Re:Not really worth it with current technology (0)

Anonymous Coward | about 2 years ago | (#42198935)

Exactly. That's the problem. I'm not one that wants to risk the obscene amount of money that they're charging for their "miracle chips". Albeit they are a nice little bit of tech. Once I read their disclaimer that "these would/will be useless for anything other than bitcoin mining... useless for rainbowtables etc." I was completely turned off. Though hacking their hardware to do something else will be something I'd like to see... and see if they benchmark faster than current mid-high range GPUs for bitcoin-esque mining possibilities.

Re:Not really worth it with current technology (1)

Anonymous Coward | about 2 years ago | (#42199147)

So? Your lack of scope is impressive...

I started mining in April of '11. Did pretty good. But I stopped at breakeven - and switched to buying outright. Why didn't you? Sell your GPUs on eBay, or contribute to Folding/SETI@Home. Play high-end games with your massive GPU performance.

You didn't have to be one of the early guys to have a bunch - they were down around two bucks for quite a little while just this year. And I'm still buying. They're still a good deal, and nowhere near what they will be...

Re:Not really worth it with current technology (1)

Anonymous Coward | about 2 years ago | (#42199273)

If you have fun joining pyramid schemes and trying to be at the tip of the pyramid, go ahead.

But it's irresponsible for you to encourage others to engage in that kind of gambling, especially without emphasizing the risk.

difficulty race (1)

shentino (1139071) | about 2 years ago | (#42198965)

Seeing as how computing power devoted by miners ramps up difficulty levels, won't this just create a self suppressing feedback loop?

Re:difficulty race (0)

Anonymous Coward | about 2 years ago | (#42199277)

Yes.
The mining protocol / algorithms pretty much ensure that the BTC in circulation will not inflate too dramatically. That's why its "BTC mining" and not "BTC print as much as you want" like what is happening with the USD via QE.

History will repeat itself (0)

Anonymous Coward | about 2 years ago | (#42199389)

http://en.wikipedia.org/wiki/Tulip_mania

Re:History will repeat itself (0)

Anonymous Coward | about 2 years ago | (#42199729)

"Race To Farm Tulips Drives Enthusiasts Into the Hoe Making Business"

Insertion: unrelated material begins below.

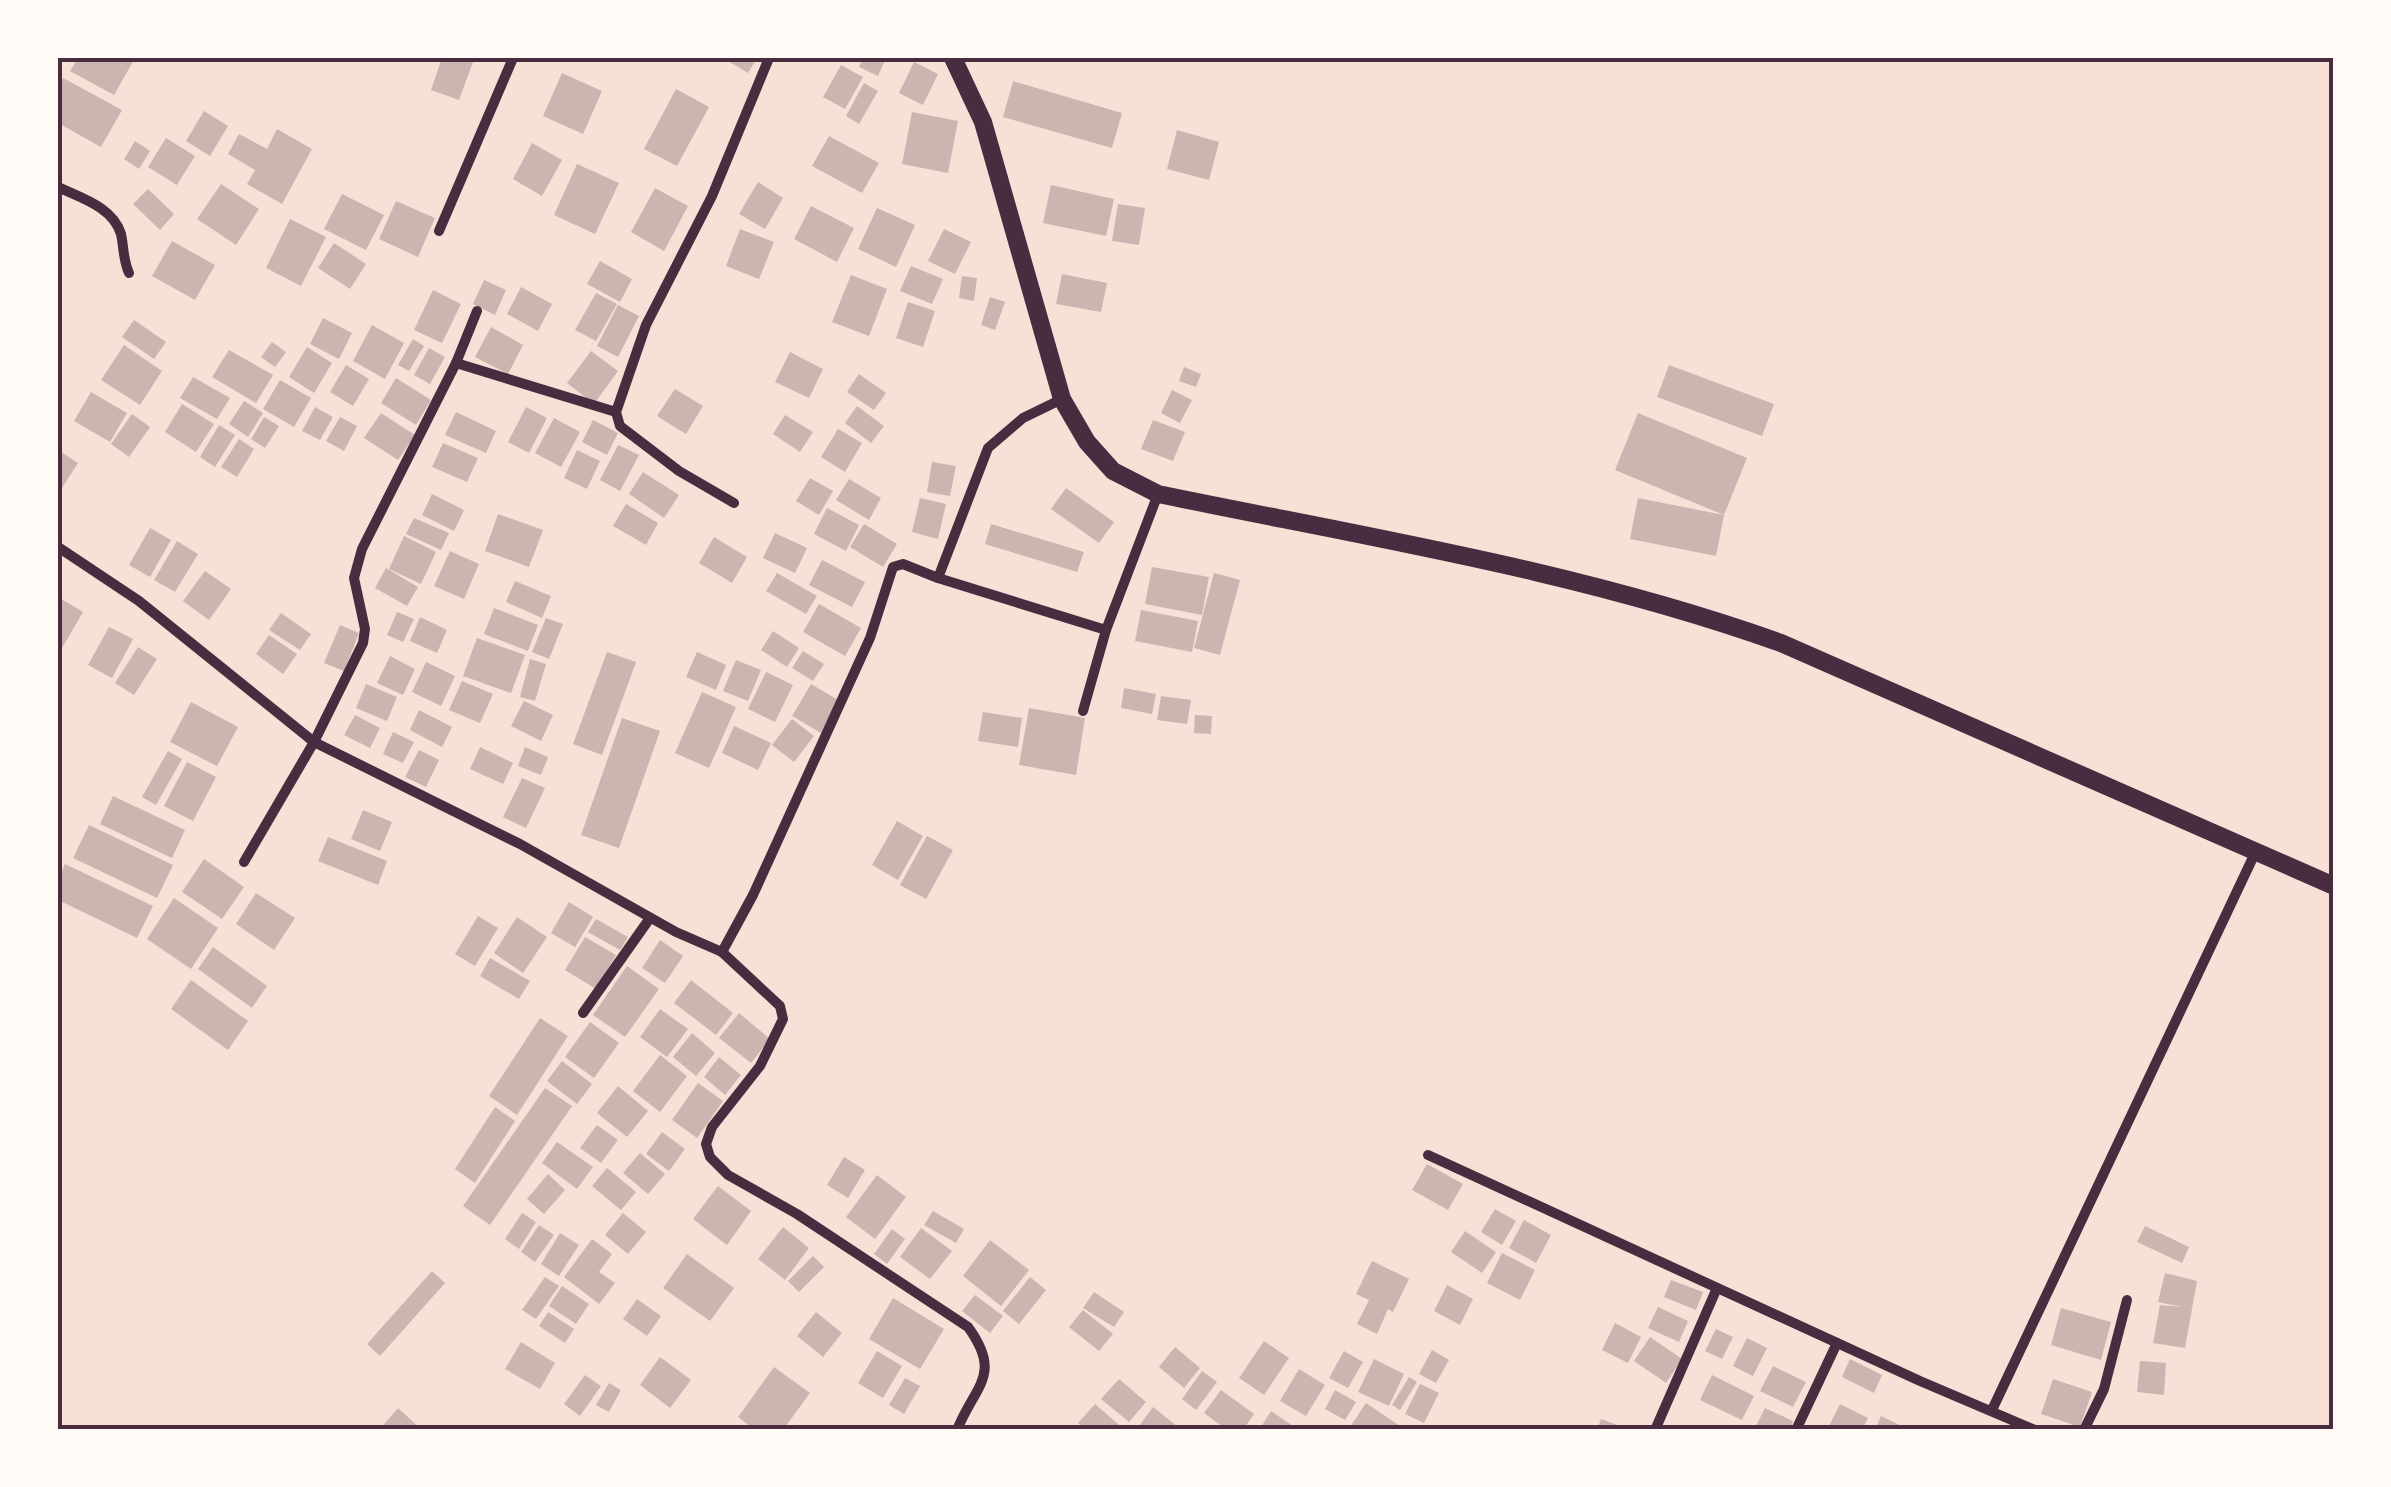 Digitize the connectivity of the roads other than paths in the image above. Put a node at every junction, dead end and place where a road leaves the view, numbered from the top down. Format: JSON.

This hardware could be a problem (1)

cvtan (752695) | about 2 years ago | (#42199591)

Pretty soon we won't be able to tell the counterfeit bitcoins from the real ones!

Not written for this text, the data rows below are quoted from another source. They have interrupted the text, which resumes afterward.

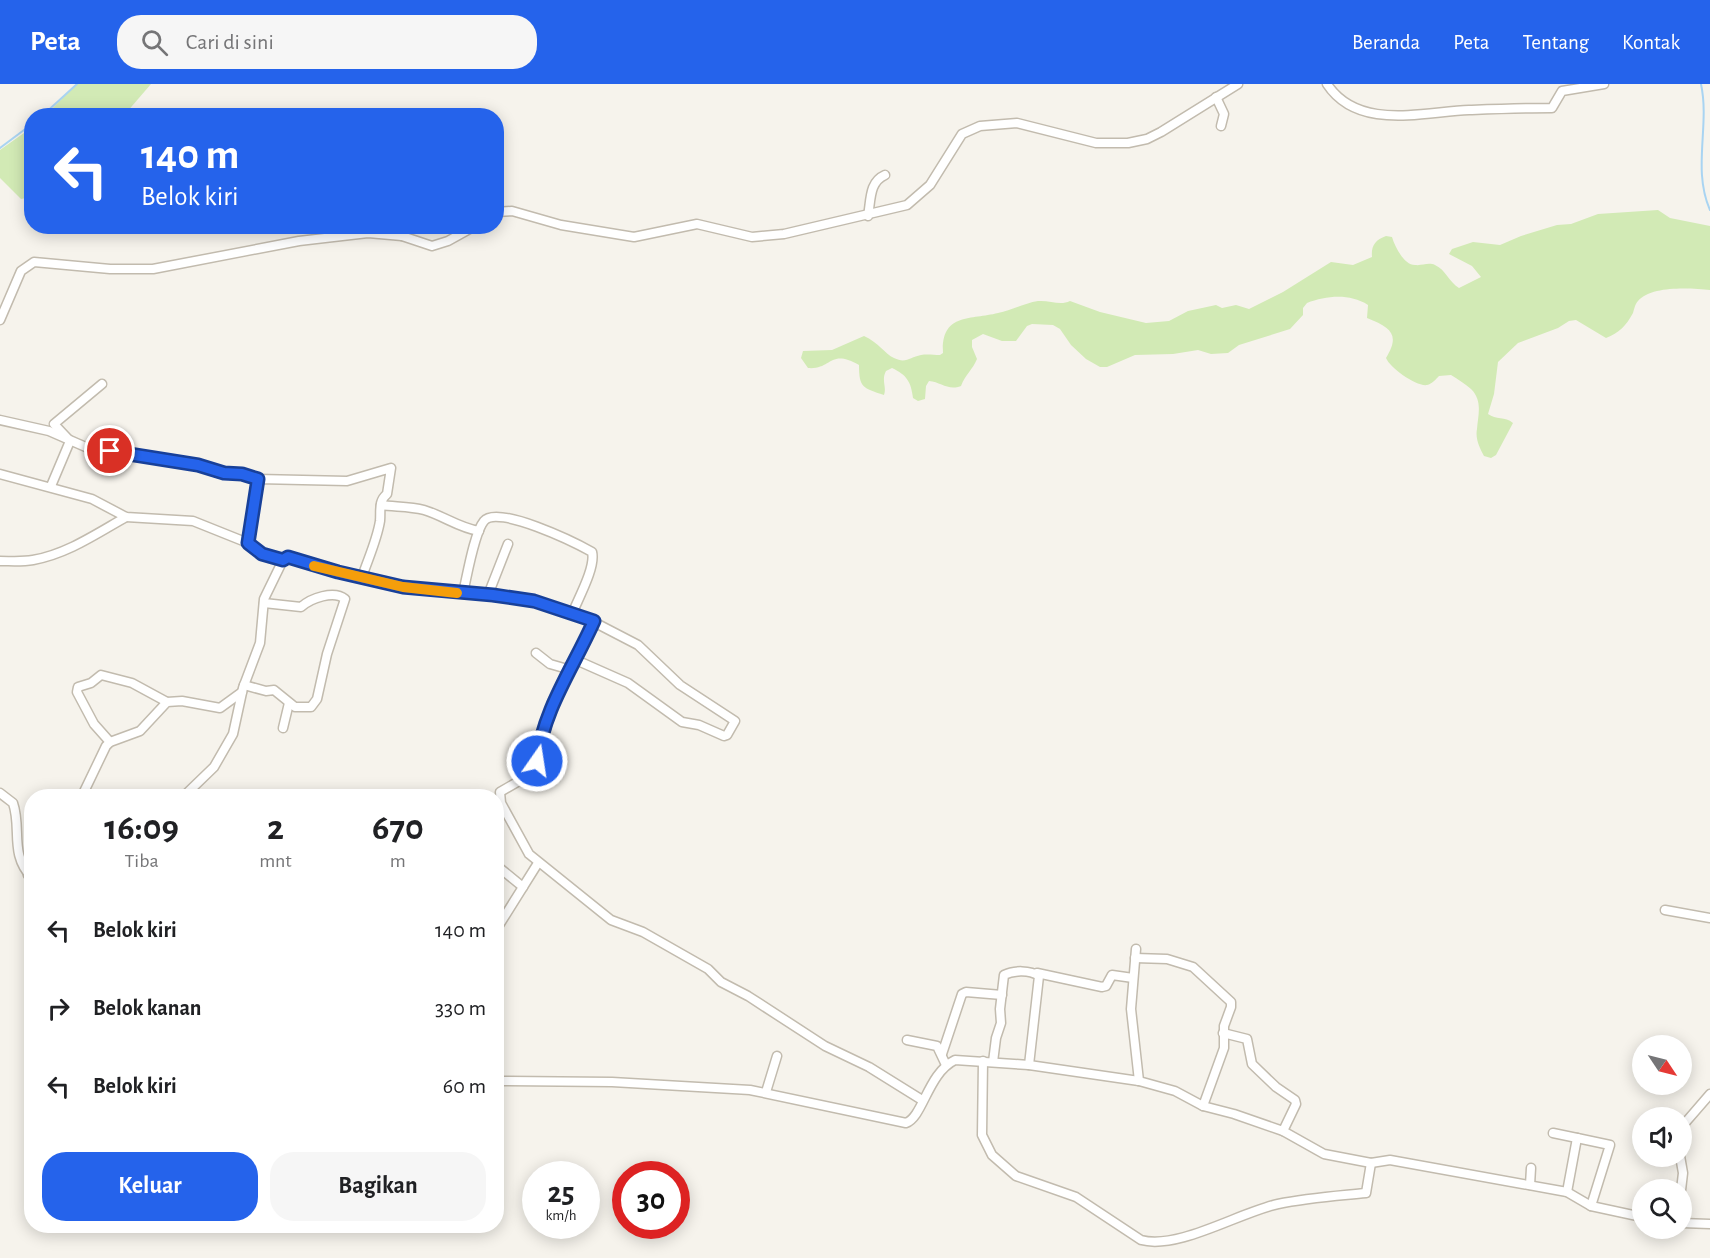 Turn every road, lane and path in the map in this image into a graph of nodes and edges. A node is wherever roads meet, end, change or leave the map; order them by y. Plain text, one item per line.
1 (1238, 84) edge
2 (1327, 84) edge
3 (1604, 84) edge
4 (1216, 97) junction
5 (1221, 126) dead end
6 (885, 175) dead end
7 (504, 211) edge
8 (868, 216) junction
9 (356, 234) edge
10 (409, 234) edge
11 (462, 234) edge
12 (0, 320) edge
13 (102, 384) dead end
14 (0, 420) edge
15 (70, 441) junction
16 (0, 474) edge
17 (258, 479) junction
18 (51, 486) junction
19 (381, 504) junction
20 (126, 517) junction
21 (479, 531) junction
22 (248, 543) junction
23 (508, 544) dead end
24 (283, 560) junction
25 (0, 561) edge
26 (362, 577) junction
27 (463, 593) junction
28 (488, 595) junction
29 (264, 603) junction
30 (572, 614) junction
31 (594, 621) junction
32 (536, 653) dead end
33 (576, 660) junction
34 (571, 670) junction
35 (243, 688) junction
36 (167, 702) junction
37 (289, 703) junction
38 (283, 728) dead end
39 (110, 742) junction
40 (86, 789) edge
41 (192, 789) edge
42 (504, 790) edge
43 (0, 793) edge
44 (504, 809) edge
45 (538, 863) junction
46 (24, 868) edge
47 (504, 872) edge
48 (523, 887) junction
49 (1665, 910) dead end
50 (504, 917) edge
51 (1710, 918) edge
52 (1036, 973) junction
53 (1134, 978) junction
54 (1002, 995) junction
55 (1223, 1033) junction
56 (907, 1040) dead end
57 (942, 1054) junction
58 (777, 1056) dead end
59 (988, 1061) junction
60 (946, 1065) junction
61 (1029, 1065) junction
62 (504, 1081) edge
63 (1139, 1081) junction
64 (766, 1092) junction
65 (1710, 1094) edge
66 (922, 1100) junction
67 (1203, 1106) junction
68 (1692, 1115) edge
69 (1283, 1131) junction
70 (1553, 1133) dead end
71 (1577, 1138) junction
72 (1371, 1163) junction
73 (1531, 1168) dead end
74 (1530, 1185) junction
75 (1567, 1192) junction
76 (1591, 1206) junction
77 (1632, 1215) edge
78 (1692, 1223) edge
79 (1710, 1224) edge

1 - 4 street
2 - 3 street
4 - 5 street
4 - 8 street
6 - 8 street
7 - 8 street
9 - 12 street
10 - 11 street
13 - 15 street
14 - 15 street
15 - 17 street
15 - 18 street
16 - 18 street
17 - 19 street
17 - 22 street
18 - 20 street
19 - 21 street
19 - 26 street
20 - 22 street
20 - 25 street
21 - 27 street
21 - 30 street
22 - 24 street
23 - 28 street
24 - 26 street
24 - 29 street
26 - 27 street
27 - 28 street
28 - 30 street
29 - 35 street
29 - 37 street
30 - 31 street
31 - 33 street
31 - 33 street
32 - 34 street
33 - 34 street
34 - 42 street
35 - 36 street
35 - 37 street
35 - 41 street
36 - 39 street
36 - 39 street
37 - 38 street
39 - 40 street
43 - 46 street
44 - 45 street
45 - 48 street
45 - 66 street
47 - 48 street
48 - 50 street
49 - 51 street
52 - 53 street
52 - 54 street
52 - 61 street
53 - 55 street
53 - 63 street
54 - 57 street
54 - 59 street
55 - 67 street
55 - 69 street
56 - 57 street
57 - 60 street
58 - 64 street
59 - 60 street
59 - 61 street
59 - 72 street
60 - 66 street
61 - 63 street
62 - 64 street
63 - 67 street
64 - 66 street
65 - 68 street
67 - 69 street
69 - 72 street
70 - 71 street
71 - 75 street
71 - 76 street
72 - 74 street
73 - 74 street
74 - 75 street
75 - 76 street
76 - 77 street
78 - 79 street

Bitcoin is designed to resist this (1)

brillow (917507) | about 2 years ago | (#42199671)

Bitcoin has a built in limit and a built in "profitability scale" for its mining. The faster you mine the less profitable it is. Unless you could jump WAAAY ahead of the curve (as some early adopters did) you won't be able to make money mining.

Bitcoin needs people to spend it, not mine it, and thats a difficult problem which can't be solved without top-down (gov't) influence. People have to psychologically learn to accept bitcoins, and that wont happen unless they are made to.

There are a lot of benefits to bitcoins, but I think they will remain an, at-most, black-market currency.

The Processing Arms Race Again? (1)

Anonymous Coward | about 2 years ago | (#42199691)

When it comes to digital currency, Timekoin already solved the issue of needing powerful hardware just to use it or prevent someone with a ton of processing power from owning the currency. I'm really surprised bitcoin is able to maintain the pace that it does since it requires faster and faster machines just to process transactions. Seems like an awful waste of power and resources for something that is already done better elsewhere in other open source projects.